# Partial derivative of image using mask

I want to find the partial derivative of an image with respect to its X coordinate. I read that it can be done by convolution of the image with a mask like:

             fx = conv2(im1, 0.25 * [-1 1; -1 1])


I do not understand how is it calculating the partial derivative - can anyone explain?

Partial derivatives in discrete domains are computed using differences (finite difference in more proper terms). There are many methods to do that such as central finite difference or forward, backward and so on.

The convolution operation you mentioned computes forward distances in horizontal direction and results in x-derivatives (namely the $x$ component of the gradient).

To also compute in $y$ direction you might do:

fx = conv2(im1,0.25* [-1 -1; 1 1])


0.25 is there just to scale the values to appropriate range (weights each pixel the same).

Convolution is a local-masking operation where at each pixel you compute the dot product of the kernel and matrix part that corresponds to the kernel. Then, kernel is shifted. I won't go to the details of convolution as it is already explaind in http://en.wikipedia.org/wiki/Convolution. However, let's say we have a matrix

$I= \left[ {\begin{array}{cc} 1 & 2 & 4 \\ 6 & 14 & 17\\ 16 & 41 & 18\\ \end{array} } \right]$

If we convolve this with the kernel mentioned and discard for now the boundary conditions, we end up with

$G= \left[ {\begin{array}{cc} -2.25 & -1.25 \\ -8.25 & 5.0 \\ \end{array} } \right]$

(this is part in the middle of the result).

So, you should notice that basically, per each element, we compute a sum of 2 neighbors vertically on the left, sum of 2 neighbors vertically on the right and subtract these intermediate results. As subtraction is done horizontally, it computes the horizontal derivatives. This is what convolution intrinsically does.

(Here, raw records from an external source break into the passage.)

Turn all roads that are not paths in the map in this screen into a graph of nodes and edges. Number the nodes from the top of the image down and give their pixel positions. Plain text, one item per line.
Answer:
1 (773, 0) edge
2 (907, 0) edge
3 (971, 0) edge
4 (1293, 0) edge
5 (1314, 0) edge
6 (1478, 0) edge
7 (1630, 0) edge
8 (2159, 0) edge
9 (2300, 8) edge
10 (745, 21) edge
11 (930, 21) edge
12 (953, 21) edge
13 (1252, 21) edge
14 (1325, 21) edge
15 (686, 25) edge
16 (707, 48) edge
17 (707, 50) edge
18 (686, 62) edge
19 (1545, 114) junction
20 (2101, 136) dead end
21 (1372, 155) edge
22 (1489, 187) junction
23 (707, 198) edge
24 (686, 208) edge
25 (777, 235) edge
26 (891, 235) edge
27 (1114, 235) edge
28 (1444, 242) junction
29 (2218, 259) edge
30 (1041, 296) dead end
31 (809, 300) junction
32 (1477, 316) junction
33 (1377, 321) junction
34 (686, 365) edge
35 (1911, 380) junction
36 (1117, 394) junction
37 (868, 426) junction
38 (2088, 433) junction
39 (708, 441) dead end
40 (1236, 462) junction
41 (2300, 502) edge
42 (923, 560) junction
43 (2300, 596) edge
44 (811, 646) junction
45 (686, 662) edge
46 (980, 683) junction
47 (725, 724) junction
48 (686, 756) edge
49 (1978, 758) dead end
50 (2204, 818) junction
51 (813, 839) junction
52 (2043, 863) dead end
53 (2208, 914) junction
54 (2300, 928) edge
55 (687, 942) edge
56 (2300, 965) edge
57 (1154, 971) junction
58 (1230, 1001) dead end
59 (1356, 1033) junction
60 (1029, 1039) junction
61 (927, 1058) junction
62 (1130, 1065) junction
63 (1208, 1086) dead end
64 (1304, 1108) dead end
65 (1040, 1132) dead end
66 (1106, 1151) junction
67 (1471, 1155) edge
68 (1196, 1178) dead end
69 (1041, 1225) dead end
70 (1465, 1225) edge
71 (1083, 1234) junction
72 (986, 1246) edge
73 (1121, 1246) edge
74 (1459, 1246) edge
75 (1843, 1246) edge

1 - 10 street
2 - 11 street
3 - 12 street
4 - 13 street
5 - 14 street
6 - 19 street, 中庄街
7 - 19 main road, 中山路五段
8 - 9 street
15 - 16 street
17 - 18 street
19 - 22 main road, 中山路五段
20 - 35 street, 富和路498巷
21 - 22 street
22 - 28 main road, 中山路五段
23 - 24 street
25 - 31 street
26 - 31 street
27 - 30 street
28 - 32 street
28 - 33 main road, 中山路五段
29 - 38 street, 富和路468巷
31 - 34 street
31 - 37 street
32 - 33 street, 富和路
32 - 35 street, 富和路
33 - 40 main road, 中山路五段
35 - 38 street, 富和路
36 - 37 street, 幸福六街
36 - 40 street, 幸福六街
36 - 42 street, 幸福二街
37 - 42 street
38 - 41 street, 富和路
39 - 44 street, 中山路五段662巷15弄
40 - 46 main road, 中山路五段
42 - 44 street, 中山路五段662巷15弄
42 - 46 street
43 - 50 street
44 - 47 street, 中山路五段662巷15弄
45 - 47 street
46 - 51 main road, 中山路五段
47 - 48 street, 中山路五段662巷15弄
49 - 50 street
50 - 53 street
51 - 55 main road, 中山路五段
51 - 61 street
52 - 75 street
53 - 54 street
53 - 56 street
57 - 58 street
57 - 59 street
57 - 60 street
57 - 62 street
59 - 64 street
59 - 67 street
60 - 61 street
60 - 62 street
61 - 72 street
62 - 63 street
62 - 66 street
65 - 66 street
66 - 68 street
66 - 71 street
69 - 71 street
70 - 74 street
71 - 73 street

• please explain how this convolution is computing forward distances in horizontal direction Jan 10, 2014 at 8:27
• Please see updated post. Jan 10, 2014 at 9:16

@tbirdal's explanation using finite differences is of course right, but there's another way to understand this: Linear operators like convolution or taking a partial derivative are associative. Meaning:

$\frac{\partial}{\partial x}\text{convolution}(f,g) = convolution(\frac{\partial}{\partial x}f,g)$

So, even when the partial derivative of a function is undefined, the partial derivative of a convolution of that function with some kernel function may be defined.

For example, the partial derivative of the convolution with a triangle function is equivalent to convolution with the derivative of the triangle function - which is just your kernel (note the shift by 0.5 pixels):

If you think of your image as a series of dirac pulses or as a piecewise constant function, convolving it with a smoothing kernel, then taking the derivative makes perfect sense. And that's just what your convolution mask does.

Another common derivative kernel is the Gaussian derivative, which is equivalent to Gaussian smoothing, then taking the derivative.